● **Task instructions**
Report each line from the data below that holds the word "Пушкин".

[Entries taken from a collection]
....
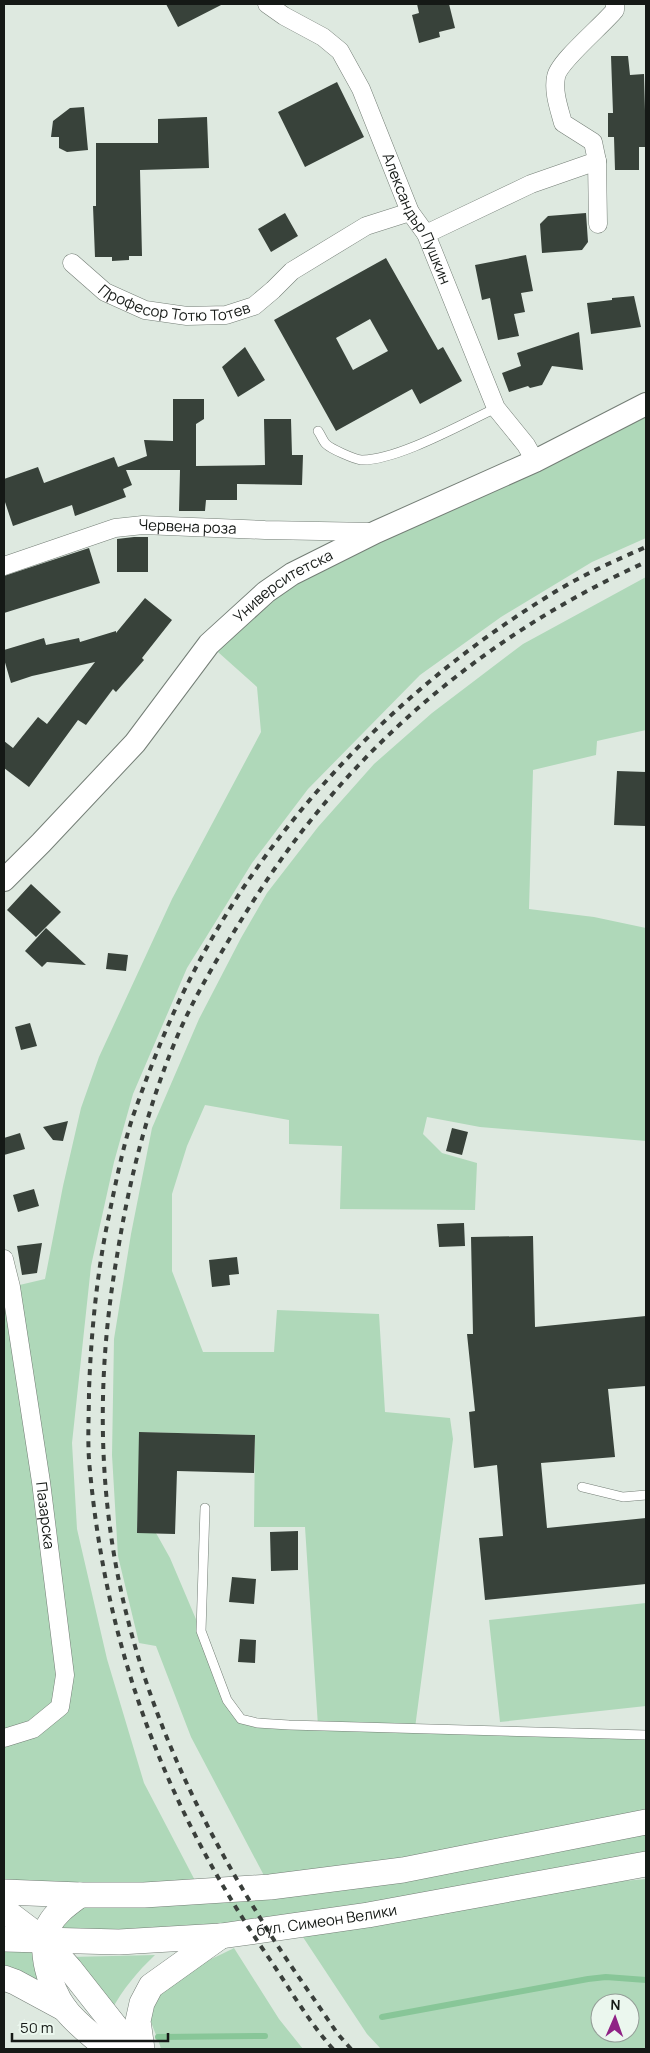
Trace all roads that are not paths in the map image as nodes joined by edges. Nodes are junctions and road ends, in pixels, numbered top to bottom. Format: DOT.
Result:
graph roads {
  1 [pos="267,4"];
  2 [pos="620,6"];
  3 [pos="597,161"];
  4 [pos="410,212"];
  5 [pos="598,224"];
  6 [pos="426,234"];
  7 [pos="72,262"];
  8 [pos="646,404"];
  9 [pos="496,408"];
  10 [pos="318,431"];
  11 [pos="535,461"];
  12 [pos="376,532"];
  13 [pos="4,566"];
  14 [pos="4,880"];
  15 [pos="4,1259"];
  16 [pos="582,1487"];
  17 [pos="646,1495"];
  18 [pos="205,1508"];
  19 [pos="646,1735"];
  20 [pos="4,1738"];
  21 [pos="646,1822"];
  22 [pos="646,1864"];
  23 [pos="646,1879"];
  24 [pos="4,1892"];
  25 [pos="495,1892"];
  26 [pos="80,1895"];
  27 [pos="4,1910"];
  28 [pos="222,1936"];
  29 [pos="4,1939"];
  30 [pos="45,1941"];
  31 [pos="4,1978"];
  32 [pos="65,2009"];
  33 [pos="107,2049"];
  34 [pos="133,2049"];
  35 [pos="142,2049"];
  1 -- 4 [label="street, Александър Пушкин"];
  2 -- 3 [label="street"];
  3 -- 5 [label="street"];
  3 -- 6 [label="street"];
  4 -- 6 [label="street, Александър Пушкин"];
  4 -- 7 [label="street, Професор Тотю Тотев"];
  6 -- 9 [label="street, Александър Пушкин"];
  8 -- 11 [label="street, Университетска"];
  9 -- 10 [label="lane"];
  9 -- 11 [label="street, Александър Пушкин"];
  11 -- 12 [label="street, Университетска"];
  12 -- 13 [label="street, Червена роза"];
  12 -- 14 [label="street, Университетска"];
  15 -- 20 [label="street, Пазарска"];
  16 -- 17 [label="lane"];
  18 -- 19 [label="lane"];
  21 -- 26 [label="main road"];
  22 -- 25 [label="main road, бул. Симеон Велики"];
  23 -- 25 [label="main road"];
  24 -- 26 [label="main road"];
  25 -- 28 [label="main road, бул. Симеон Велики"];
  26 -- 30 [label="main road"];
  27 -- 30 [label="main road"];
  28 -- 30 [label="main road, бул. Симеон Велики"];
  28 -- 35 [label="main road"];
  29 -- 30 [label="main road, бул. Симеон Велики"];
  30 -- 32 [label="main road"];
  30 -- 34 [label="main road"];
  31 -- 32 [label="main road"];
  32 -- 33 [label="main road"];
}
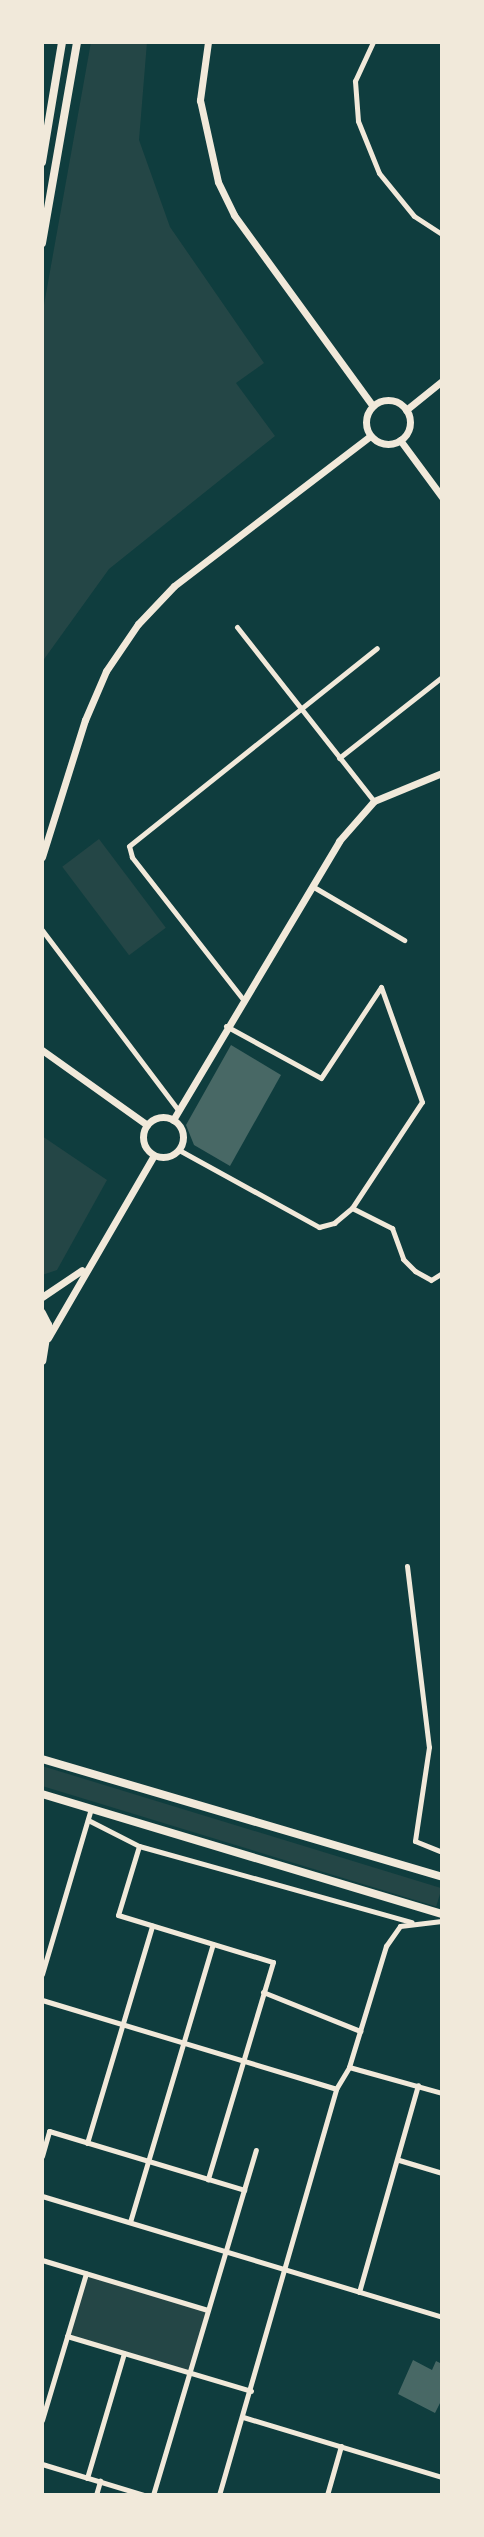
....
● **Answer**
  1 -- 4 [label="street, Александър Пушкин"];
  4 -- 6 [label="street, Александър Пушкин"];
  6 -- 9 [label="street, Александър Пушкин"];
  9 -- 11 [label="street, Александър Пушкин"];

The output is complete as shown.